At the hotel, I meet another dapper guy who is studying philosophy, and we both plan to go to the infinitely more exciting New York and experience the much more sophisticated bohemian scene there (we are both too poor to go to Paris, alas). But a muscular stevedore with a big moustache moves down the hall and distracts me, especially after I accidentally on purpose get a glimpse of his massive uncut cock as he is leaving the shared toilet area in the hotel.
 

Newberry Library, 1920
Source: Collector's Weekly

By this point, one of my Twitter buddies (who is married, of course, grr) said he was getting turned on by this whole narrative, that he would be thinking about it all day, and that he wants to hang out with me, and that, when I mentioned the stevedore, he was thinking, “I want to binge this on Netflix.” (I now know I may have missed my calling.)

Continuing the literally steamy narrative, the dapper philosophy student goes to the Turkish bath.

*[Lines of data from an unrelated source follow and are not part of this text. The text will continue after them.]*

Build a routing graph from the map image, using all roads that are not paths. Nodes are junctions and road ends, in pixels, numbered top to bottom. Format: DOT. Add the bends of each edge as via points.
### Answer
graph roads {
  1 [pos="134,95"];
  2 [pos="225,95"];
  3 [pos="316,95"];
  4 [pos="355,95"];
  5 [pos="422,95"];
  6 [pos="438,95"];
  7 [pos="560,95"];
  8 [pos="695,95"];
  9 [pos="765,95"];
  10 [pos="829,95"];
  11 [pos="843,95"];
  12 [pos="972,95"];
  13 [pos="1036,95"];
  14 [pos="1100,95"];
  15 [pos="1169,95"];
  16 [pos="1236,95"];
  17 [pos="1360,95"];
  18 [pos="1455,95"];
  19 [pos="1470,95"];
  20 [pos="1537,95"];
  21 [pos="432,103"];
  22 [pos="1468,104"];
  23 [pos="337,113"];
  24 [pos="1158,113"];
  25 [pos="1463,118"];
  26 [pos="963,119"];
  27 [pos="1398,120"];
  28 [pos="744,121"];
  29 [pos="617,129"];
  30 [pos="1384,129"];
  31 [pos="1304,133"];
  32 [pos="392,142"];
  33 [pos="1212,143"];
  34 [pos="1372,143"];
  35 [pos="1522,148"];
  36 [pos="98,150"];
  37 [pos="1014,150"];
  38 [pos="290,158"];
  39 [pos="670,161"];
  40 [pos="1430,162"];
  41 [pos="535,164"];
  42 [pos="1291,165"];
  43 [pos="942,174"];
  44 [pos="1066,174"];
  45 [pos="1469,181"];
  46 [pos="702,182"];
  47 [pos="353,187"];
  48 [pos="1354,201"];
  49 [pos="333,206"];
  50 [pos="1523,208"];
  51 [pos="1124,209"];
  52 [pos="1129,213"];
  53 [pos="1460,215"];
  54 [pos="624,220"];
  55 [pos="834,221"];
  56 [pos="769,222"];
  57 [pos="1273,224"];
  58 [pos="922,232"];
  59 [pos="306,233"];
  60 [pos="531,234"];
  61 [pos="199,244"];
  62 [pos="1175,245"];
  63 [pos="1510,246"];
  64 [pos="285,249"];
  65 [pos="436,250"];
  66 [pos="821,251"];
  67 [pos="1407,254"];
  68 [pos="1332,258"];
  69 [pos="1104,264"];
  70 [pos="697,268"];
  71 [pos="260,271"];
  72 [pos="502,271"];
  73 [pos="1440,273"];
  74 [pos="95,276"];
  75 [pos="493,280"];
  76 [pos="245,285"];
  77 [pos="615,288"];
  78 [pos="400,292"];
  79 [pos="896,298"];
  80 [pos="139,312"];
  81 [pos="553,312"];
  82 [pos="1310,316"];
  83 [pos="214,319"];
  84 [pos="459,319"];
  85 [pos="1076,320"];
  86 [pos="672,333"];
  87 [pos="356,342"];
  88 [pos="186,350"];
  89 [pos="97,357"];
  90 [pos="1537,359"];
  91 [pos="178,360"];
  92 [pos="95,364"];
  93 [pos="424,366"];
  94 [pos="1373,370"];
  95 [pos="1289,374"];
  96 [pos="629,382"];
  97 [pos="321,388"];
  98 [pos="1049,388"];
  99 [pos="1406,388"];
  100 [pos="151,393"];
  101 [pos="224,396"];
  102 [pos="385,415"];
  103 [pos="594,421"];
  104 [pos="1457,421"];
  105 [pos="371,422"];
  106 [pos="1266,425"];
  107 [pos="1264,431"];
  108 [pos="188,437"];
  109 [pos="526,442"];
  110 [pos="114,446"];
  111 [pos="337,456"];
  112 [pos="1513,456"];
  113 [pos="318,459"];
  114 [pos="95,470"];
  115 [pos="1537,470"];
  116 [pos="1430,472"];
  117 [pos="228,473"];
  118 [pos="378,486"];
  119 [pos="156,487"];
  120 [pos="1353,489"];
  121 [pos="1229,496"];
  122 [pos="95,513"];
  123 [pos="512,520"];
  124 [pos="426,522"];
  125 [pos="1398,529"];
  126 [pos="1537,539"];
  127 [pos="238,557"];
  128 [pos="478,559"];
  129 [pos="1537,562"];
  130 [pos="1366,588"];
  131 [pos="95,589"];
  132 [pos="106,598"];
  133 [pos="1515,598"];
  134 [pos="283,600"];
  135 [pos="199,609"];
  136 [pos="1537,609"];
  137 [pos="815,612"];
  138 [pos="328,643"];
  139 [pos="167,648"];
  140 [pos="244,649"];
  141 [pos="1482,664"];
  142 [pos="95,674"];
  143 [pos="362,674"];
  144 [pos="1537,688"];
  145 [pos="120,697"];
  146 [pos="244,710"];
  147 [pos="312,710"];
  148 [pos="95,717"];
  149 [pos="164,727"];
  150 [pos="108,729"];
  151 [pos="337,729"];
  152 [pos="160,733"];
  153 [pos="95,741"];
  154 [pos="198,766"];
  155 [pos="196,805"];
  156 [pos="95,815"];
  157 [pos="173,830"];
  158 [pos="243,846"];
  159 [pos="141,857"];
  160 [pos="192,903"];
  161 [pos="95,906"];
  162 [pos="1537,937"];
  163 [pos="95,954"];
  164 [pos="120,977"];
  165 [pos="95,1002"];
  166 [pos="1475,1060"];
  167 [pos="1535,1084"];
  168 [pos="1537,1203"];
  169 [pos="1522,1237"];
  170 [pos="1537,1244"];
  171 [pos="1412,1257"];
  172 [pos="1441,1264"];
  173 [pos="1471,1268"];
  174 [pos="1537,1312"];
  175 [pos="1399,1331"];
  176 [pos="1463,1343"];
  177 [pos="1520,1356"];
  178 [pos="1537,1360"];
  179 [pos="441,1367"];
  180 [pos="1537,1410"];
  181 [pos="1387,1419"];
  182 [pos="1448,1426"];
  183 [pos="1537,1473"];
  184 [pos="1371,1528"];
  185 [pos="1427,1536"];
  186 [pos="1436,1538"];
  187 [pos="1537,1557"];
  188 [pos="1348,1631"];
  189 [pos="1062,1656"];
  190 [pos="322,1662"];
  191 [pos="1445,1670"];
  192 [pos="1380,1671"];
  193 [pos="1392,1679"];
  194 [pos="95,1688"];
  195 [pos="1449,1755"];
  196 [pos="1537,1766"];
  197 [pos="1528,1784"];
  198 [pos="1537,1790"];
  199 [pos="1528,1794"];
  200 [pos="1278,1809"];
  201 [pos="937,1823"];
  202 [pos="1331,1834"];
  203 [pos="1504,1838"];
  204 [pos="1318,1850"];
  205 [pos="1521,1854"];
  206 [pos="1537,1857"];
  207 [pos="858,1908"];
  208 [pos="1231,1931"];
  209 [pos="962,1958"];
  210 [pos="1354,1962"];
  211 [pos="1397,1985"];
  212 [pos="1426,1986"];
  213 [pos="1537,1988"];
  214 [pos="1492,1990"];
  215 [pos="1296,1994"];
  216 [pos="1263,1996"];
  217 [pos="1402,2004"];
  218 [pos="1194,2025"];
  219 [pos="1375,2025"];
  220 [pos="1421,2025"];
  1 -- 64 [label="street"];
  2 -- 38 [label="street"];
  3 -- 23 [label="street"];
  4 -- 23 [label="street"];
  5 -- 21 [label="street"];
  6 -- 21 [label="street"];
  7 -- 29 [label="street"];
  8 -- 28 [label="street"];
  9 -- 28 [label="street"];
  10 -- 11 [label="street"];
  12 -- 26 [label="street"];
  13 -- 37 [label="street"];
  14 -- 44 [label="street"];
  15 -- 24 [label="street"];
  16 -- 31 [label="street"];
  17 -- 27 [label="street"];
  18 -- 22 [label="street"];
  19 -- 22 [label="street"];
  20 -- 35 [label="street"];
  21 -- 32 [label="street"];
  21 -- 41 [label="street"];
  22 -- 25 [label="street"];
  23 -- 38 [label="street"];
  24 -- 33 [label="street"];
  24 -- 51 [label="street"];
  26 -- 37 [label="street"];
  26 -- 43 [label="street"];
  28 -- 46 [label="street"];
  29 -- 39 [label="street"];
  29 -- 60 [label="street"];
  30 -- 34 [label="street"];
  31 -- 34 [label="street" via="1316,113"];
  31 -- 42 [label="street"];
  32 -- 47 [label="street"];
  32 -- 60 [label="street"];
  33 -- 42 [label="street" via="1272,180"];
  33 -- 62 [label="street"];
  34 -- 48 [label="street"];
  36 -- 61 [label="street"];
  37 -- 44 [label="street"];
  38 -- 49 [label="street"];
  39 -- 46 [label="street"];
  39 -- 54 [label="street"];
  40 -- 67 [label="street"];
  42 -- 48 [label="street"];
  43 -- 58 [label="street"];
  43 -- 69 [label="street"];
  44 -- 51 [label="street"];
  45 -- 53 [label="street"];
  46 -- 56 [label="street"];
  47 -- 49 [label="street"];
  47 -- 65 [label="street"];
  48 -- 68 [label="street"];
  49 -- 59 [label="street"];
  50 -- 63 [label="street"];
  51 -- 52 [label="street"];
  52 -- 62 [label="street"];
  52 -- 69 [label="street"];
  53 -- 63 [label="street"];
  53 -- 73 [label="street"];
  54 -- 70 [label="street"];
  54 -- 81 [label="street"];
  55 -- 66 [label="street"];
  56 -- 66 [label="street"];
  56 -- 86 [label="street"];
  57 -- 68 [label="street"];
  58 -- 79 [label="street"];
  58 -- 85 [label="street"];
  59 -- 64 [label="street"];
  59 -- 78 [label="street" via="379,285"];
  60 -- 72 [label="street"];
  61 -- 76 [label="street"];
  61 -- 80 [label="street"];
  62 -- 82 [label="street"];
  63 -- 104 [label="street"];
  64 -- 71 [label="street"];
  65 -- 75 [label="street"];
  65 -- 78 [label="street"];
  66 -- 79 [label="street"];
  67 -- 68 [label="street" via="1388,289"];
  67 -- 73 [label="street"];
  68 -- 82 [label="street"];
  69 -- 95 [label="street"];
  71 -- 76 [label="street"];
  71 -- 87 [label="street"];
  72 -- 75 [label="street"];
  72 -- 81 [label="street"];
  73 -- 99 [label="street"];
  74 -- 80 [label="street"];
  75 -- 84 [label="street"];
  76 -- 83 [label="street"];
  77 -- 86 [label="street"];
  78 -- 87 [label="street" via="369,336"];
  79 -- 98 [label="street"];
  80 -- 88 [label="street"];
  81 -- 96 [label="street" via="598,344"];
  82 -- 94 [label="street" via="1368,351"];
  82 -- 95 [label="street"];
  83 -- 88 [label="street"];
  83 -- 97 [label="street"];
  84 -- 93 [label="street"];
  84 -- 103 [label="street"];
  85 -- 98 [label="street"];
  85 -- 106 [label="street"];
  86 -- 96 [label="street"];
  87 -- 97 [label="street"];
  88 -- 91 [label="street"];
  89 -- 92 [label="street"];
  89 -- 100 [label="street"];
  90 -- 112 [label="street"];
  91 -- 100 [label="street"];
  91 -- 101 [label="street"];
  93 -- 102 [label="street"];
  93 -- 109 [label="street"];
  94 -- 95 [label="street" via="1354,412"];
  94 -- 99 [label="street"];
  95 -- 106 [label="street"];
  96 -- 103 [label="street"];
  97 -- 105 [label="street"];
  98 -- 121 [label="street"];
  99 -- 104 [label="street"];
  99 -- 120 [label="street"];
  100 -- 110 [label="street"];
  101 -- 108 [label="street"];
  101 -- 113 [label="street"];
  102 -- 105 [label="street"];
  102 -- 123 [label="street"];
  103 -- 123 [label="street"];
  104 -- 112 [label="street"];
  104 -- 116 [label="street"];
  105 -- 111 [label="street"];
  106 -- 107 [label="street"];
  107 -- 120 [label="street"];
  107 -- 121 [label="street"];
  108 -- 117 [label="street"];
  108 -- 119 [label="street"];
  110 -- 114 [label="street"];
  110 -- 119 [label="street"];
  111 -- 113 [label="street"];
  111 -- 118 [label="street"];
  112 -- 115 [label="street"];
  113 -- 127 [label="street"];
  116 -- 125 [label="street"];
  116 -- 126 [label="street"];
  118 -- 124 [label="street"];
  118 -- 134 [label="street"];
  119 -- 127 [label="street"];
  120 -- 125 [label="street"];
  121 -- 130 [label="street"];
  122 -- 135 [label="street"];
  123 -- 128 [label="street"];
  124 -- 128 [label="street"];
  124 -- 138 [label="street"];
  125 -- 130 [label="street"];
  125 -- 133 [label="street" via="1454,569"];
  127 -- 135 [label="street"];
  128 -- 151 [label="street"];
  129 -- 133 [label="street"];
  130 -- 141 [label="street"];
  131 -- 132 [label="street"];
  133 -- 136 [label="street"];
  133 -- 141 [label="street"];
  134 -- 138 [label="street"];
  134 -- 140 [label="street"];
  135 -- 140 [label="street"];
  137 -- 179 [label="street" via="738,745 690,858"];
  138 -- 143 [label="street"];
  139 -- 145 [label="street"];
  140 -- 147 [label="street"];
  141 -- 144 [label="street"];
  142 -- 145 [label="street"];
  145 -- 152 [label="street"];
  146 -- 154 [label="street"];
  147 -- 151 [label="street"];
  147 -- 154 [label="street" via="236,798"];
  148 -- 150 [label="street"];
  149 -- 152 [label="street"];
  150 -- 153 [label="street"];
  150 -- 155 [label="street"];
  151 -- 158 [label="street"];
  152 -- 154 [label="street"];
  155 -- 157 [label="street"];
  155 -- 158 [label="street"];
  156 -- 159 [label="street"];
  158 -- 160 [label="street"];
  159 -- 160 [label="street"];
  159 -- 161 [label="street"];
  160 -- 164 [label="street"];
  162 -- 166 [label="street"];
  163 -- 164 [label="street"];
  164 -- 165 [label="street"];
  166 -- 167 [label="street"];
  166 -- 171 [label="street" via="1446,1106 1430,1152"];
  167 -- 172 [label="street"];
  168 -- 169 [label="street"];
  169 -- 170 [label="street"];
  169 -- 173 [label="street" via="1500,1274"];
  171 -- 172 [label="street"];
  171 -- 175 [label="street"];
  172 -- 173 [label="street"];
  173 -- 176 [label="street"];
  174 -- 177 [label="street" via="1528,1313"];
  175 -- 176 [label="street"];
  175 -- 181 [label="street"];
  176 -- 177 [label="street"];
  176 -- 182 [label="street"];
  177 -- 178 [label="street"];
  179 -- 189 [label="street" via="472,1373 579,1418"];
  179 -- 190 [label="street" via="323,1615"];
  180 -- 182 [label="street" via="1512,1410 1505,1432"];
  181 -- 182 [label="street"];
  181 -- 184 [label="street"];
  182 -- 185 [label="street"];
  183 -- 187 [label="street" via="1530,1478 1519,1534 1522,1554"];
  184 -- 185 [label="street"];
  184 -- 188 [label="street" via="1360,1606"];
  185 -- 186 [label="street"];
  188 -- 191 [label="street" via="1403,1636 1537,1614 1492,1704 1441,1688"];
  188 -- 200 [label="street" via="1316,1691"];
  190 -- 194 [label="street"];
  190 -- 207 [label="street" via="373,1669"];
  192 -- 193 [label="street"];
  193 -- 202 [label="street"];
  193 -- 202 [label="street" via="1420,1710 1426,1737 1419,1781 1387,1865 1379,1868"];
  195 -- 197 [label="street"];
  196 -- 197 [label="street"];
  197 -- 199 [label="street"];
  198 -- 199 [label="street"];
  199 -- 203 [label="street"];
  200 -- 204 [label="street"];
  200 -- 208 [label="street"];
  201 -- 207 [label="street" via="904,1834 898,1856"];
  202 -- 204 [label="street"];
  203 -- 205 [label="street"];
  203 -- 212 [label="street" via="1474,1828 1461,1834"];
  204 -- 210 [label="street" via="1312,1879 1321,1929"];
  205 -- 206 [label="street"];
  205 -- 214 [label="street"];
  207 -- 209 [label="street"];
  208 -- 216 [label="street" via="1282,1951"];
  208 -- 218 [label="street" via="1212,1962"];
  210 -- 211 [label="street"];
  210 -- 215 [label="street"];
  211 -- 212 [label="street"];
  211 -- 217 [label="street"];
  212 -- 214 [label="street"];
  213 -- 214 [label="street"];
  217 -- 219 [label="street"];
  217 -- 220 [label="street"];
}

He lies to me that he “did something naughty there.” But I pretty much realize the story is a fabrication, because during that time period, one would be arrested and jailed for sodomy.

As a result, I break up with him (he goes back to live with his Irish parents on the South Side), and visit my eccentric grandma who lives in a two-story frame house in the Division/Milwaukee area, at that time a Polish area. She works full time at the famous Wieboldt’s department store in the area. She is my only family left, because both my parents had died in the 1918 influenza pandemic.
 

1920s Chicago Tribune article on Milwaukee Avenue retail district boom
Milwaukee Avenue retail district - Source: Chicago Patterns

Next door to Grandma, two German ladies live together in a “Boston marriage” (two single women, usually wealthy, living together, not necessarily lesbian, but … ). Scandalously, one of them was seen outside smoking.

While I am staying next door at my grandma’s house, enjoying her front porch on steamy summer nights, the spinster aunt of one of the lesbians next door (Aunt Heddy owns the house) is found stabbed to death with an ice pick. One of the ladies blames the African American ice man, who is convicted on circumstantial evidence (revealing the extreme bigotry of the period, right after the infamous 1919 Chicago Race Riots), but I suspect something else may be afoot.
 

1920s Women
Source: America in Class

All the while, the stevedore and I are enjoying casual kinky sex (Mr. Muscles of course is the dominant one, of course, but he does like me to give him a spanking once in a while with my belt), but his parents are setting him up to get married to an extremely boring childhood neighbor girl who works at Western Electric in Cicero.

The stevedore and I now decide to do some of our own investigating to find out who really killed Aunt Heddy. Was it her cigarette-smoking niece who was going to inherit the house she was living in with her friend?

That’s as far as I got. I think it’s got potential, both as a novel and/or as a screenplay, and also because of its rich allusions to the specific urban culture of the period.

In the meantime, maybe I’ll just write one of the steamy gay sex scenes and share it on the blog.